Saved data entries:
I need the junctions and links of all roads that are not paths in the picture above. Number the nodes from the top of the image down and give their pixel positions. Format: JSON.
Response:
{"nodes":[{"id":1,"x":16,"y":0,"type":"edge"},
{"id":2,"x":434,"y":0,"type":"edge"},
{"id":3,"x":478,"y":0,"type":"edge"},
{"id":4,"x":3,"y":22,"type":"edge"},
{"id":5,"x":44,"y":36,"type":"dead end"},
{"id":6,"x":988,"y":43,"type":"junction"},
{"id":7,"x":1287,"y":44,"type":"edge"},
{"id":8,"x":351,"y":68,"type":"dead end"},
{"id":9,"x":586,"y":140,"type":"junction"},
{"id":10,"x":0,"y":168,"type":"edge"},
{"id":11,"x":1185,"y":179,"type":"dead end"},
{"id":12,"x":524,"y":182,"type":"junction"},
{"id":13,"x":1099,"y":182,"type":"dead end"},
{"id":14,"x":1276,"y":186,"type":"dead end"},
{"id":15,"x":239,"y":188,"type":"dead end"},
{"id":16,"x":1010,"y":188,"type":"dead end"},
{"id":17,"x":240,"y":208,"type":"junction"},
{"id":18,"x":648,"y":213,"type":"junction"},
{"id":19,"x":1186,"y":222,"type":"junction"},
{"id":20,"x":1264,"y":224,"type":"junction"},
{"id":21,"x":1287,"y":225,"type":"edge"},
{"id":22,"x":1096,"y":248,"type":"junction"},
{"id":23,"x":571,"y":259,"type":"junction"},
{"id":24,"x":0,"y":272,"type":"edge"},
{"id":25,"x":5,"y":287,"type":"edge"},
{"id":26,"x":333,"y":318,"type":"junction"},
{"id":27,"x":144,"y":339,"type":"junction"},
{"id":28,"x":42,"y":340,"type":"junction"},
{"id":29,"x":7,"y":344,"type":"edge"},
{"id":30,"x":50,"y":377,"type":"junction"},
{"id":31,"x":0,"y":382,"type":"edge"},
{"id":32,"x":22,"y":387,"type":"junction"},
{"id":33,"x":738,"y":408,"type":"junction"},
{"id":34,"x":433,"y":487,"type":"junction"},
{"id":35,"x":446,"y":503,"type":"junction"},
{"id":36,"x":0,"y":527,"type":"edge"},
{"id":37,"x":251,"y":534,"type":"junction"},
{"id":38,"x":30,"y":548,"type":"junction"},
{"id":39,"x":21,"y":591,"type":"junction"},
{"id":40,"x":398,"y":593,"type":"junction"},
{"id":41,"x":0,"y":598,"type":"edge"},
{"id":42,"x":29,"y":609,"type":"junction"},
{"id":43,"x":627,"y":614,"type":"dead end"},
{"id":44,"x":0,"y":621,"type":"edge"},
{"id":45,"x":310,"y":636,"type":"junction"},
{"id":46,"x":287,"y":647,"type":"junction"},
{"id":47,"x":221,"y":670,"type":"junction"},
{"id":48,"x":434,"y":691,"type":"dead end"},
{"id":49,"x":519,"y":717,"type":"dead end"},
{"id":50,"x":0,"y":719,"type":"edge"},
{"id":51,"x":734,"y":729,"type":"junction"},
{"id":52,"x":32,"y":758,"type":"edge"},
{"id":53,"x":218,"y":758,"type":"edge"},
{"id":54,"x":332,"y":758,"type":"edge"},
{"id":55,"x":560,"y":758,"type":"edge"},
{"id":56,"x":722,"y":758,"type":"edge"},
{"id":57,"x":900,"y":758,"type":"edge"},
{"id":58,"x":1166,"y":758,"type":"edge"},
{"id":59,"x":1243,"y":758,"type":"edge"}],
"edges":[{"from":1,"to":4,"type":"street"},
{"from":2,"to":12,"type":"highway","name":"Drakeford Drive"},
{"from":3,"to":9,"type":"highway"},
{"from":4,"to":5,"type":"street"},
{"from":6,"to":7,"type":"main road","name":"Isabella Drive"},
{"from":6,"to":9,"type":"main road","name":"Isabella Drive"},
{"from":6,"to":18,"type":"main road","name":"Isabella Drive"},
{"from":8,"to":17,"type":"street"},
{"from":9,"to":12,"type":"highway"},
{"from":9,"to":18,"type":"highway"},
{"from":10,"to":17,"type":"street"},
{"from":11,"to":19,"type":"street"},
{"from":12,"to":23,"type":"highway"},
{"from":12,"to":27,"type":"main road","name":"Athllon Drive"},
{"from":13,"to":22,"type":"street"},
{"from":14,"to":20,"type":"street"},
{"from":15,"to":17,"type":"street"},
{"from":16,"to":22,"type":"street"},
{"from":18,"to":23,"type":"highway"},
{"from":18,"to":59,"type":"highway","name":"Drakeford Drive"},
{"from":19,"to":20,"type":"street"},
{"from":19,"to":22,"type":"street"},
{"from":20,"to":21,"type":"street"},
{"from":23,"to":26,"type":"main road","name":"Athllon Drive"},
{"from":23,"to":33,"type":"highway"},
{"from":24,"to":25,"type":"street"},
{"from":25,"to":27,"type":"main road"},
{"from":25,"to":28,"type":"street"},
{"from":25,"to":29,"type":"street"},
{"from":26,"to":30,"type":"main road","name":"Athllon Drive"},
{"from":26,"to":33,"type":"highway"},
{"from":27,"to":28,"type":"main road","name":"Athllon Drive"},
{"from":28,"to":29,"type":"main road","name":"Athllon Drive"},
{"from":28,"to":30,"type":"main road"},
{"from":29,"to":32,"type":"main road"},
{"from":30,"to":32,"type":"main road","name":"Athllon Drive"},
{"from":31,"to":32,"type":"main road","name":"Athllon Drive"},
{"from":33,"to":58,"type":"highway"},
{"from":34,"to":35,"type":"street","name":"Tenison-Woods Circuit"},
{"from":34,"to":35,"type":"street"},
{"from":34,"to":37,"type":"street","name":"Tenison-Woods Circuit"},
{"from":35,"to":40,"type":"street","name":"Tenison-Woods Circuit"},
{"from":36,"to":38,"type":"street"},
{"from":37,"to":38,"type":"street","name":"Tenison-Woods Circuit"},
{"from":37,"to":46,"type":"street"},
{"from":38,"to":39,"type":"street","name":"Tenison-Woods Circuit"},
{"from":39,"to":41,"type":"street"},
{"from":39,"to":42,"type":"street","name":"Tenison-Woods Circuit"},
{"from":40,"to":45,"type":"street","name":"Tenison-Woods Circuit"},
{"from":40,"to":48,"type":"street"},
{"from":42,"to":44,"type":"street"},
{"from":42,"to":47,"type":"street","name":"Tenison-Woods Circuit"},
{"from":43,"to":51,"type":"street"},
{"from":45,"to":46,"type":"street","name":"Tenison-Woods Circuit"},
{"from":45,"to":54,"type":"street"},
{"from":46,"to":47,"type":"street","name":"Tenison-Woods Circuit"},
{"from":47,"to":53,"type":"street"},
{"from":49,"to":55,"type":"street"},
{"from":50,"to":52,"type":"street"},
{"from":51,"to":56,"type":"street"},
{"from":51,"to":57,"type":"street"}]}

--

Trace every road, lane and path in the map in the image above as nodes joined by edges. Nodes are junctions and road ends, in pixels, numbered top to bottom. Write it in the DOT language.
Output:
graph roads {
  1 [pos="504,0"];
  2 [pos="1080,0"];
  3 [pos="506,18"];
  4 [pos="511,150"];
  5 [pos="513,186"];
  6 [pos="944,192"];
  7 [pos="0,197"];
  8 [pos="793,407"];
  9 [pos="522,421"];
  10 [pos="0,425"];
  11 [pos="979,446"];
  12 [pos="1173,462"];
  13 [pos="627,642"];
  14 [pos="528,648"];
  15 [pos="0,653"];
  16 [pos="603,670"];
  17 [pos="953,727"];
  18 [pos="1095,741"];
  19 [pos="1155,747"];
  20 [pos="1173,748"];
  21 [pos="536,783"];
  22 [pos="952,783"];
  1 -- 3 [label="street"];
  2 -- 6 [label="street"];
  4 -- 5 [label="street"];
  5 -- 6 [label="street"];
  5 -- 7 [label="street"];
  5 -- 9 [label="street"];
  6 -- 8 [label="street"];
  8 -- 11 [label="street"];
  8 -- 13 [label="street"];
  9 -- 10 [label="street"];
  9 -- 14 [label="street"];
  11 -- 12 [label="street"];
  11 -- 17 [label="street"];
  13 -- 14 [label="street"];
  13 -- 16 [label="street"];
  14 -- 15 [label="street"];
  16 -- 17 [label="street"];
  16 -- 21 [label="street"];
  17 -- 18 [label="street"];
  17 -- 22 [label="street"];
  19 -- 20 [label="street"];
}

...

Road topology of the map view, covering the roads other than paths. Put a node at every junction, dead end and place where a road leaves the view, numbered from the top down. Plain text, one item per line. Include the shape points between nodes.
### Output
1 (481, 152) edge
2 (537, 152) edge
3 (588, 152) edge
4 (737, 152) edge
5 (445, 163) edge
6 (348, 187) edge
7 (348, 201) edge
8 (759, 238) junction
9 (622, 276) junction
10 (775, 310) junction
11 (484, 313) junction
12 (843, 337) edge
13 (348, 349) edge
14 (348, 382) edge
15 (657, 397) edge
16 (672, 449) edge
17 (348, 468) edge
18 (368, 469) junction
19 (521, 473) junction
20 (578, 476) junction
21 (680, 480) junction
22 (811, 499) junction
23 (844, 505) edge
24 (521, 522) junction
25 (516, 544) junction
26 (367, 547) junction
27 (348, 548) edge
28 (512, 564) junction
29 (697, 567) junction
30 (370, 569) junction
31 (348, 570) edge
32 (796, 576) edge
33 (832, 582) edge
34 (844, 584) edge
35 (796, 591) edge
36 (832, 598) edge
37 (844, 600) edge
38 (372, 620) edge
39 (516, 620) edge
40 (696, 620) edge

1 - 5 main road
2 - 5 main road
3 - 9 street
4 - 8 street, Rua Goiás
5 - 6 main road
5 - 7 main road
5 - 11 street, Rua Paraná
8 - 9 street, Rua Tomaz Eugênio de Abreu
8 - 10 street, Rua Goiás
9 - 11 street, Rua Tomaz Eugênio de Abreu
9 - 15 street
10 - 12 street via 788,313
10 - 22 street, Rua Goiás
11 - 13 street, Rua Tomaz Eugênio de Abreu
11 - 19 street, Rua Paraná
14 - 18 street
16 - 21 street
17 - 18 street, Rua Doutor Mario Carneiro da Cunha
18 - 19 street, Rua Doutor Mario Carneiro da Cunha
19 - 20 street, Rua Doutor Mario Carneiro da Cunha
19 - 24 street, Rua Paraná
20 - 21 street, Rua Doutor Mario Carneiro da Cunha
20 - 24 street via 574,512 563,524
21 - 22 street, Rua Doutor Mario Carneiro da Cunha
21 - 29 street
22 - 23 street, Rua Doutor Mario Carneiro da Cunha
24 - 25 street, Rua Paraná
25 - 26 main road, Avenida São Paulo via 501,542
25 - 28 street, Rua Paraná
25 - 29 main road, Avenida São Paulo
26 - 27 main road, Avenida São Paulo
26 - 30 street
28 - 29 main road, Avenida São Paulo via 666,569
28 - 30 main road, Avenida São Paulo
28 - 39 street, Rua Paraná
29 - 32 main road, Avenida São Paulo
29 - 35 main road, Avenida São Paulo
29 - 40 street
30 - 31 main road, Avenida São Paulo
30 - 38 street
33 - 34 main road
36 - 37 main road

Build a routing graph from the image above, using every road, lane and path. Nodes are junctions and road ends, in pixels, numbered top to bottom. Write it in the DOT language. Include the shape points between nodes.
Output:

YOUR GOAL: Collect the lines of the data that carry the word "above".

ANSWER TO THIS TASK:
I need the junctions and links of all roads that are not paths in the picture above. Number the nodes from the top of the image down and give their pixel positions. Format: JSON.
Trace every road, lane and path in the map in the image above as nodes joined by edges. Nodes are junctions and road ends, in pixels, numbered top to bottom. Write it in the DOT language.
Build a routing graph from the image above, using every road, lane and path. Nodes are junctions and road ends, in pixels, numbered top to bottom. Write it in the DOT language. Include the shape points between nodes.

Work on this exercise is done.